Instructions to follow >>
Lines holding the string "roads" are the ones to copy; find them all in the data.

Extracted material >>

------------------------------------------------------------

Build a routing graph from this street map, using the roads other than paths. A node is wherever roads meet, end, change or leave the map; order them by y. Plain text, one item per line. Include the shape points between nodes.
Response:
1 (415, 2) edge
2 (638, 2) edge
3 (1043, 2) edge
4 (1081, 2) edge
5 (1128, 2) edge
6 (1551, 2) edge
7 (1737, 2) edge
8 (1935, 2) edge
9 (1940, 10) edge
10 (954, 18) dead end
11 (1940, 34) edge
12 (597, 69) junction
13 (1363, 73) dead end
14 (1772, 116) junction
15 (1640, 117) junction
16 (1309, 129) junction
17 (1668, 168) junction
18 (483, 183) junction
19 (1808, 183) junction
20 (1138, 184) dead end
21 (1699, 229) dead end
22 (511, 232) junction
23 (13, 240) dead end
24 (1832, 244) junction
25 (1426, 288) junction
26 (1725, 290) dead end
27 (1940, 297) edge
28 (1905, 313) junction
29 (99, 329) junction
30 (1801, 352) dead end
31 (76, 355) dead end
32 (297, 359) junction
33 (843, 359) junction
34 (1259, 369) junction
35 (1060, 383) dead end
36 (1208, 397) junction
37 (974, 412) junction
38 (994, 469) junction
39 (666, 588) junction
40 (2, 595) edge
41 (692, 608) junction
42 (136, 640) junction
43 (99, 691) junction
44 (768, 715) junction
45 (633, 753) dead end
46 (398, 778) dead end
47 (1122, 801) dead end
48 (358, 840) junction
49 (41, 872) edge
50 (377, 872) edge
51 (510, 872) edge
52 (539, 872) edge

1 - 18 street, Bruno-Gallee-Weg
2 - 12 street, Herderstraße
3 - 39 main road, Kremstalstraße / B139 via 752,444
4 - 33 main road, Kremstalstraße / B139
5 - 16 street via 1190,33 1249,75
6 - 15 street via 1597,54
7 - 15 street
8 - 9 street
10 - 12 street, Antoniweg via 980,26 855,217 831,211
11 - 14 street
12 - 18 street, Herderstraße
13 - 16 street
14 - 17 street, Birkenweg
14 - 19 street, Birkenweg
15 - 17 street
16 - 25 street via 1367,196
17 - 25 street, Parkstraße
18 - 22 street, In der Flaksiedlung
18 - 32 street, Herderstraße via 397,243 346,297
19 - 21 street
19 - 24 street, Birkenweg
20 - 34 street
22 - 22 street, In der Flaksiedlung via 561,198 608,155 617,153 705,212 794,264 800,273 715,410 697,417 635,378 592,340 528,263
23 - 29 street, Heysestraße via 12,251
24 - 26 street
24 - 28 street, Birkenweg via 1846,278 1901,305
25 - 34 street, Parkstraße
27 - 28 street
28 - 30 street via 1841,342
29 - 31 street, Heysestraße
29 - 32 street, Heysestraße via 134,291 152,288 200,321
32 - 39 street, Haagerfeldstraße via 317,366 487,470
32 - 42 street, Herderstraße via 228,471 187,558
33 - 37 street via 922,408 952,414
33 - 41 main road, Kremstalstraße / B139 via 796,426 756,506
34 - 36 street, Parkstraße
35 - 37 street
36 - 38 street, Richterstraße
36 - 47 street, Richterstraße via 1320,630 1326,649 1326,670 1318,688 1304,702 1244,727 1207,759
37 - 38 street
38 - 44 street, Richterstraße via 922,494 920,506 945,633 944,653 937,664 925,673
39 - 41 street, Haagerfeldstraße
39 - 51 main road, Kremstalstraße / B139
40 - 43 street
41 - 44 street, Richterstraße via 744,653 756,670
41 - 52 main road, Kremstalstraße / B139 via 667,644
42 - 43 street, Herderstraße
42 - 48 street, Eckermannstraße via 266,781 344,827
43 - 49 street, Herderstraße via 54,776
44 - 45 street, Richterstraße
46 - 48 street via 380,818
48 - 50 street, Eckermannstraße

------------------------------------------------------------

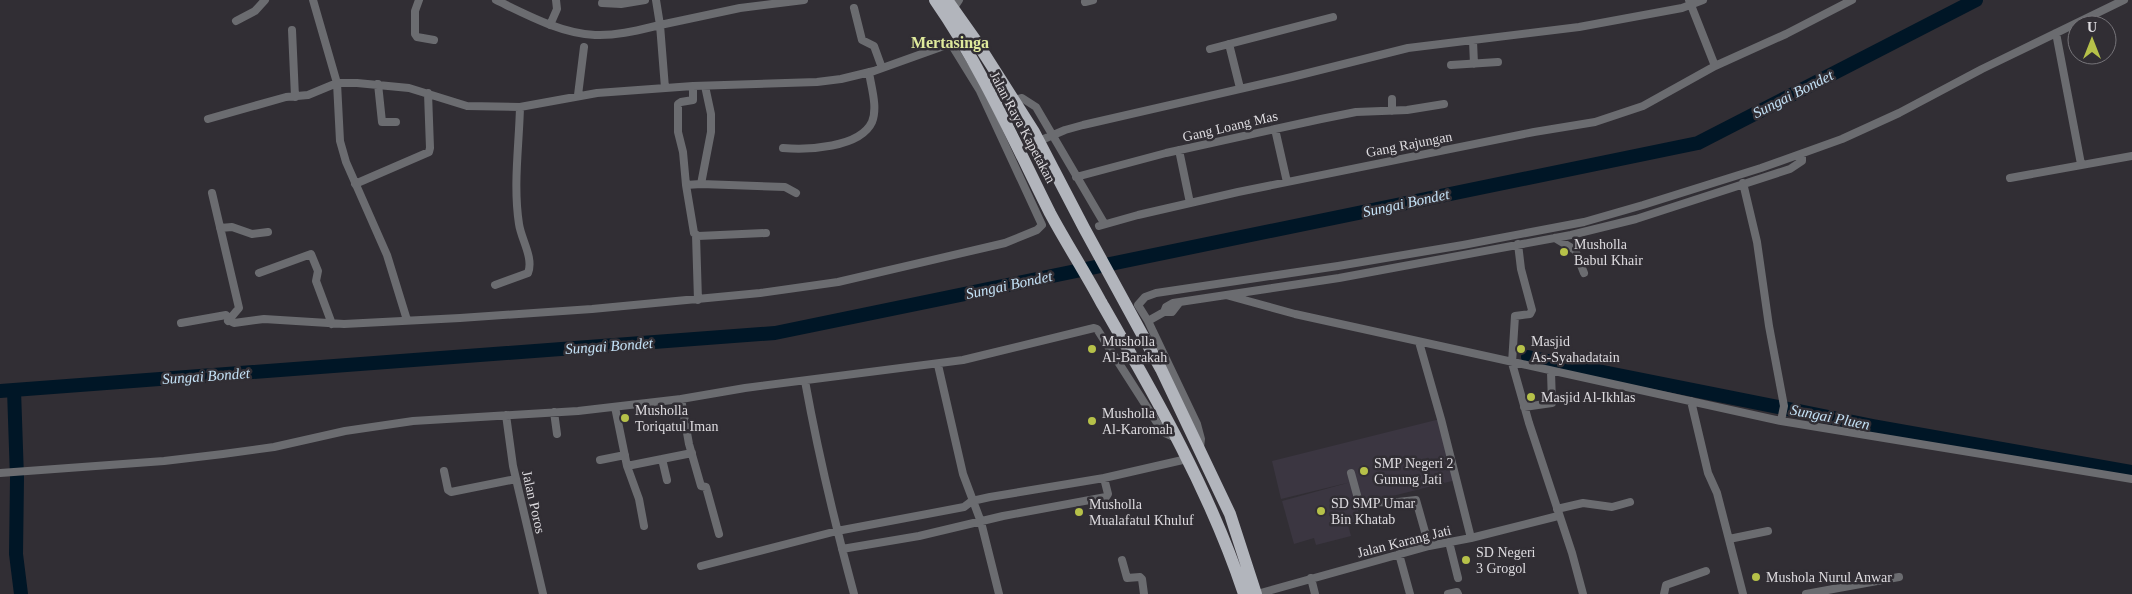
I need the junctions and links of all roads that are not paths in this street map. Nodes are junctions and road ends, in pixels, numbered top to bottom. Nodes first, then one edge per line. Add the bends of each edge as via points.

------------------------------------------------------------

Exercise answer >>
Build a routing graph from this street map, using the roads other than paths. A node is wherever roads meet, end, change or leave the map; order them by y. Plain text, one item per line. Include the shape points between nodes.
I need the junctions and links of all roads that are not paths in this street map. Nodes are junctions and road ends, in pixels, numbered top to bottom. Nodes first, then one edge per line. Add the bends of each edge as via points.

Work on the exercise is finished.